-- Collected data entries --
* * * * * * *
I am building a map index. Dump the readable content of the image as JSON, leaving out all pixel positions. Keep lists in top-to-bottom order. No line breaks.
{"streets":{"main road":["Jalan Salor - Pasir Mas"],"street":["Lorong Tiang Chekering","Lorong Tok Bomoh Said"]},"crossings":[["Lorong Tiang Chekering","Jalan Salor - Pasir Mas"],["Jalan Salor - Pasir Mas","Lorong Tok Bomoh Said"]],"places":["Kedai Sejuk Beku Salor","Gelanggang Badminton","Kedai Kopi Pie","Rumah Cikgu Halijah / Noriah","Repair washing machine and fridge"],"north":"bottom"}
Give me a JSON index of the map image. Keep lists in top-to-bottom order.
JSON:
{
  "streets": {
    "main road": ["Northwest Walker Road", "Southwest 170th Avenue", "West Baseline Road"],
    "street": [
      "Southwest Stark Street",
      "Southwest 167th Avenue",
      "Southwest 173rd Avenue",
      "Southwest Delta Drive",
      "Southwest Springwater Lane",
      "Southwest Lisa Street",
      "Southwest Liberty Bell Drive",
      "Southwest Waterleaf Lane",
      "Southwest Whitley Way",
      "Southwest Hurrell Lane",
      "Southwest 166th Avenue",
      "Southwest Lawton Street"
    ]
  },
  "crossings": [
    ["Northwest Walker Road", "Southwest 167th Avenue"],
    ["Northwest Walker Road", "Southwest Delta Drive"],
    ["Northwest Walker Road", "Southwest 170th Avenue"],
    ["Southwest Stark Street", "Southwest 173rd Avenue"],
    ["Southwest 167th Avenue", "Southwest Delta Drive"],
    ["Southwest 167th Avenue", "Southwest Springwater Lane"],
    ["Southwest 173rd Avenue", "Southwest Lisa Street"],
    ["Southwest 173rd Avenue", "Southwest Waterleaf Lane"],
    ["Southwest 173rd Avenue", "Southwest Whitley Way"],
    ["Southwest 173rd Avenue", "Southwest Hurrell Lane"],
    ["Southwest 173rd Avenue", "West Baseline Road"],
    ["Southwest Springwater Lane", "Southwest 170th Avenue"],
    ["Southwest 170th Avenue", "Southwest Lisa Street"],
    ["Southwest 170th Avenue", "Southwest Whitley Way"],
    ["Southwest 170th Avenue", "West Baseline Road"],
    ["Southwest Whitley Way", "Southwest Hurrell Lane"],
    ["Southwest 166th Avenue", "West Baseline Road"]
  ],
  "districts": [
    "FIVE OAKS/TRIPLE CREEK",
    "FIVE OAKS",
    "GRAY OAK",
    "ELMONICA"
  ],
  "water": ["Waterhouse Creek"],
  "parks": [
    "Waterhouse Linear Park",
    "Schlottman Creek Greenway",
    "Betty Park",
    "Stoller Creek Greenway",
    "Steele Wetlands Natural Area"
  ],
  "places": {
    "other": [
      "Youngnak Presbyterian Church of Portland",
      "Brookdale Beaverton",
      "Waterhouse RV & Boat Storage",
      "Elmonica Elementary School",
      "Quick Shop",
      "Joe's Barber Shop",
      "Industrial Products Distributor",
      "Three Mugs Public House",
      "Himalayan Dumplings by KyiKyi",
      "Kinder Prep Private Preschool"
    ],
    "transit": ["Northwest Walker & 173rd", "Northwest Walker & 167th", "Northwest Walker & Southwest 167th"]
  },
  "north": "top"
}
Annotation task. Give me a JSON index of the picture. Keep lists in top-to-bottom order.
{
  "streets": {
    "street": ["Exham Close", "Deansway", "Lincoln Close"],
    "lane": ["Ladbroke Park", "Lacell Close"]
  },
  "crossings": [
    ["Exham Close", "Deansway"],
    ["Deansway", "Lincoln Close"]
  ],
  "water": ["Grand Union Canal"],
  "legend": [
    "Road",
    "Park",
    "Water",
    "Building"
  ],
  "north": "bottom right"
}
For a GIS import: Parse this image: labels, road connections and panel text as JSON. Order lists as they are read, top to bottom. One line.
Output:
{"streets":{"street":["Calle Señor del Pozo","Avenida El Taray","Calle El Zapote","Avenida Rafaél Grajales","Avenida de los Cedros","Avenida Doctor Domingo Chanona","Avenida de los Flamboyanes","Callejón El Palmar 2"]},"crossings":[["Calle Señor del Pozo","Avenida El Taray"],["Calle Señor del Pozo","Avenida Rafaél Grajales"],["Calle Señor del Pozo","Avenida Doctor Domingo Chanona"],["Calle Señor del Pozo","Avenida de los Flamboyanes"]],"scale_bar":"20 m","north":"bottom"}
* * * * * * *
-- ASSIGNMENT --
Lines holding the word "Walker" should be copied from the entries above.

-- WRITTEN ANSWER --
    "main road": ["Northwest Walker Road", "Southwest 170th Avenue", "West Baseline Road"],
    ["Northwest Walker Road", "Southwest 167th Avenue"],
    ["Northwest Walker Road", "Southwest Delta Drive"],
    ["Northwest Walker Road", "Southwest 170th Avenue"],
    "transit": ["Northwest Walker & 173rd", "Northwest Walker & 167th", "Northwest Walker & Southwest 167th"]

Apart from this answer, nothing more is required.